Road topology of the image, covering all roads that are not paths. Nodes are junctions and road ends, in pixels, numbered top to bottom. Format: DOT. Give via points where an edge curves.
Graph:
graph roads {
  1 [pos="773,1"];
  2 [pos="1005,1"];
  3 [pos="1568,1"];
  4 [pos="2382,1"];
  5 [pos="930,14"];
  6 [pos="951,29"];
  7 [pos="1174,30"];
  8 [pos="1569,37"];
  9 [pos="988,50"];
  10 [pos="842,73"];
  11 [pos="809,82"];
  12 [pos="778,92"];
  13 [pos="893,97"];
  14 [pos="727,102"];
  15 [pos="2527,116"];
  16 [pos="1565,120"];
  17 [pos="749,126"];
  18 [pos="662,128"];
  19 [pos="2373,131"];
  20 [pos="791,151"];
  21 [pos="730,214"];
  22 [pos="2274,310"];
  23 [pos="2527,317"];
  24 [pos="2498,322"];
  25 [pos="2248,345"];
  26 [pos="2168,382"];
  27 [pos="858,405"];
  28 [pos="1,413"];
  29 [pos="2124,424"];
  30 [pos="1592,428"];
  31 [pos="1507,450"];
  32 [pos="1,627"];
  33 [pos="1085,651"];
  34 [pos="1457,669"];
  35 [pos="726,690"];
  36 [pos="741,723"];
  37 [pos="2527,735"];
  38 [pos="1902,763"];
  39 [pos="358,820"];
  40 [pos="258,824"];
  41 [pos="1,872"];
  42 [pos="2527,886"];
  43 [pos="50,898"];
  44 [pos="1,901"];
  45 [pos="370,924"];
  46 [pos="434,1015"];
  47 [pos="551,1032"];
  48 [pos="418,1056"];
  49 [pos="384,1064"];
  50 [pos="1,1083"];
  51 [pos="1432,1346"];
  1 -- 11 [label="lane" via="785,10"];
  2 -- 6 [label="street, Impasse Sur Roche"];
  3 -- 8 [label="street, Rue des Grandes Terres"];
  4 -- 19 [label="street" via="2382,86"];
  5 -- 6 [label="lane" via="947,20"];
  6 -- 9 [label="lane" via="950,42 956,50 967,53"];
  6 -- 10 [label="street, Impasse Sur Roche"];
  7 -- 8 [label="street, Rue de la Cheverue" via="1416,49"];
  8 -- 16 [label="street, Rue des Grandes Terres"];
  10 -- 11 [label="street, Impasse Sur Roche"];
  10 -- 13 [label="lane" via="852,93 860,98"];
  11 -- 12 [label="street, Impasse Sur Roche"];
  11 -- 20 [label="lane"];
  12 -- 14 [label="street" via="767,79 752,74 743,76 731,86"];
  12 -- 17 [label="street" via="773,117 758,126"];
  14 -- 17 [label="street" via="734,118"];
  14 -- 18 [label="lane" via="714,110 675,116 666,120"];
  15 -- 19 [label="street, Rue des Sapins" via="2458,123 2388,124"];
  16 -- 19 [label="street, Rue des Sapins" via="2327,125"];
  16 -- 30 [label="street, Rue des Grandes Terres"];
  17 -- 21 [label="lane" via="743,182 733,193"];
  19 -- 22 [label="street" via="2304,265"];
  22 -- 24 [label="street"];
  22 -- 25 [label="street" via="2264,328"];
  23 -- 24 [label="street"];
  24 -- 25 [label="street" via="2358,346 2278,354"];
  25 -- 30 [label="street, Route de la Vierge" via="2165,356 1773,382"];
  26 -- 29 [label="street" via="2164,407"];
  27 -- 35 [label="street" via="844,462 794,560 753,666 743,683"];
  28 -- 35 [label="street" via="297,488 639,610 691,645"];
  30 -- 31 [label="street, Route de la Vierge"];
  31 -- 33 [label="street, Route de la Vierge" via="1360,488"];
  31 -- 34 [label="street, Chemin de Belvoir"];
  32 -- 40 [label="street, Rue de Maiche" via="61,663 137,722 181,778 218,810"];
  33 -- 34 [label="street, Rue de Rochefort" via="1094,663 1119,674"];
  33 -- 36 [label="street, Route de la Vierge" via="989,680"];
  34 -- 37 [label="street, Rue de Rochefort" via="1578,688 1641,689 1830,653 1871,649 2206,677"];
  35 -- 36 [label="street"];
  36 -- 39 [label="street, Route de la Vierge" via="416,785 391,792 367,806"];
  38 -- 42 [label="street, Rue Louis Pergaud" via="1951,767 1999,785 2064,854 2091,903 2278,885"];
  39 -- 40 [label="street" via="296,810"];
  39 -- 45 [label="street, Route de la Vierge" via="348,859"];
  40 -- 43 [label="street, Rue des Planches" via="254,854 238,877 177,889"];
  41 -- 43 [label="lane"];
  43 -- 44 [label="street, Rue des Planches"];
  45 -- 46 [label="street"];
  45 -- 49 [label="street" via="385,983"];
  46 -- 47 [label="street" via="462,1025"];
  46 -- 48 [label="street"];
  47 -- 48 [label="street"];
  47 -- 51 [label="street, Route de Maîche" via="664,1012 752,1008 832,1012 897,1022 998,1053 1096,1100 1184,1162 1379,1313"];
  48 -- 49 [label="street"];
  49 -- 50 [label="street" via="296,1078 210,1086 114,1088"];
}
■ ■ ■ ■ ■ ■ ■
__BRIEF__:
An exact copy of all the material is what is needed.

__OUTPUT FOR THIS TASK__:
Road topology of the image, covering all roads that are not paths. Nodes are junctions and road ends, in pixels, numbered top to bottom. Format: DOT. Give via points where an edge curves.
Graph:
graph roads {
  1 [pos="773,1"];
  2 [pos="1005,1"];
  3 [pos="1568,1"];
  4 [pos="2382,1"];
  5 [pos="930,14"];
  6 [pos="951,29"];
  7 [pos="1174,30"];
  8 [pos="1569,37"];
  9 [pos="988,50"];
  10 [pos="842,73"];
  11 [pos="809,82"];
  12 [pos="778,92"];
  13 [pos="893,97"];
  14 [pos="727,102"];
  15 [pos="2527,116"];
  16 [pos="1565,120"];
  17 [pos="749,126"];
  18 [pos="662,128"];
  19 [pos="2373,131"];
  20 [pos="791,151"];
  21 [pos="730,214"];
  22 [pos="2274,310"];
  23 [pos="2527,317"];
  24 [pos="2498,322"];
  25 [pos="2248,345"];
  26 [pos="2168,382"];
  27 [pos="858,405"];
  28 [pos="1,413"];
  29 [pos="2124,424"];
  30 [pos="1592,428"];
  31 [pos="1507,450"];
  32 [pos="1,627"];
  33 [pos="1085,651"];
  34 [pos="1457,669"];
  35 [pos="726,690"];
  36 [pos="741,723"];
  37 [pos="2527,735"];
  38 [pos="1902,763"];
  39 [pos="358,820"];
  40 [pos="258,824"];
  41 [pos="1,872"];
  42 [pos="2527,886"];
  43 [pos="50,898"];
  44 [pos="1,901"];
  45 [pos="370,924"];
  46 [pos="434,1015"];
  47 [pos="551,1032"];
  48 [pos="418,1056"];
  49 [pos="384,1064"];
  50 [pos="1,1083"];
  51 [pos="1432,1346"];
  1 -- 11 [label="lane" via="785,10"];
  2 -- 6 [label="street, Impasse Sur Roche"];
  3 -- 8 [label="street, Rue des Grandes Terres"];
  4 -- 19 [label="street" via="2382,86"];
  5 -- 6 [label="lane" via="947,20"];
  6 -- 9 [label="lane" via="950,42 956,50 967,53"];
  6 -- 10 [label="street, Impasse Sur Roche"];
  7 -- 8 [label="street, Rue de la Cheverue" via="1416,49"];
  8 -- 16 [label="street, Rue des Grandes Terres"];
  10 -- 11 [label="street, Impasse Sur Roche"];
  10 -- 13 [label="lane" via="852,93 860,98"];
  11 -- 12 [label="street, Impasse Sur Roche"];
  11 -- 20 [label="lane"];
  12 -- 14 [label="street" via="767,79 752,74 743,76 731,86"];
  12 -- 17 [label="street" via="773,117 758,126"];
  14 -- 17 [label="street" via="734,118"];
  14 -- 18 [label="lane" via="714,110 675,116 666,120"];
  15 -- 19 [label="street, Rue des Sapins" via="2458,123 2388,124"];
  16 -- 19 [label="street, Rue des Sapins" via="2327,125"];
  16 -- 30 [label="street, Rue des Grandes Terres"];
  17 -- 21 [label="lane" via="743,182 733,193"];
  19 -- 22 [label="street" via="2304,265"];
  22 -- 24 [label="street"];
  22 -- 25 [label="street" via="2264,328"];
  23 -- 24 [label="street"];
  24 -- 25 [label="street" via="2358,346 2278,354"];
  25 -- 30 [label="street, Route de la Vierge" via="2165,356 1773,382"];
  26 -- 29 [label="street" via="2164,407"];
  27 -- 35 [label="street" via="844,462 794,560 753,666 743,683"];
  28 -- 35 [label="street" via="297,488 639,610 691,645"];
  30 -- 31 [label="street, Route de la Vierge"];
  31 -- 33 [label="street, Route de la Vierge" via="1360,488"];
  31 -- 34 [label="street, Chemin de Belvoir"];
  32 -- 40 [label="street, Rue de Maiche" via="61,663 137,722 181,778 218,810"];
  33 -- 34 [label="street, Rue de Rochefort" via="1094,663 1119,674"];
  33 -- 36 [label="street, Route de la Vierge" via="989,680"];
  34 -- 37 [label="street, Rue de Rochefort" via="1578,688 1641,689 1830,653 1871,649 2206,677"];
  35 -- 36 [label="street"];
  36 -- 39 [label="street, Route de la Vierge" via="416,785 391,792 367,806"];
  38 -- 42 [label="street, Rue Louis Pergaud" via="1951,767 1999,785 2064,854 2091,903 2278,885"];
  39 -- 40 [label="street" via="296,810"];
  39 -- 45 [label="street, Route de la Vierge" via="348,859"];
  40 -- 43 [label="street, Rue des Planches" via="254,854 238,877 177,889"];
  41 -- 43 [label="lane"];
  43 -- 44 [label="street, Rue des Planches"];
  45 -- 46 [label="street"];
  45 -- 49 [label="street" via="385,983"];
  46 -- 47 [label="street" via="462,1025"];
  46 -- 48 [label="street"];
  47 -- 48 [label="street"];
  47 -- 51 [label="street, Route de Maîche" via="664,1012 752,1008 832,1012 897,1022 998,1053 1096,1100 1184,1162 1379,1313"];
  48 -- 49 [label="street"];
  49 -- 50 [label="street" via="296,1078 210,1086 114,1088"];
}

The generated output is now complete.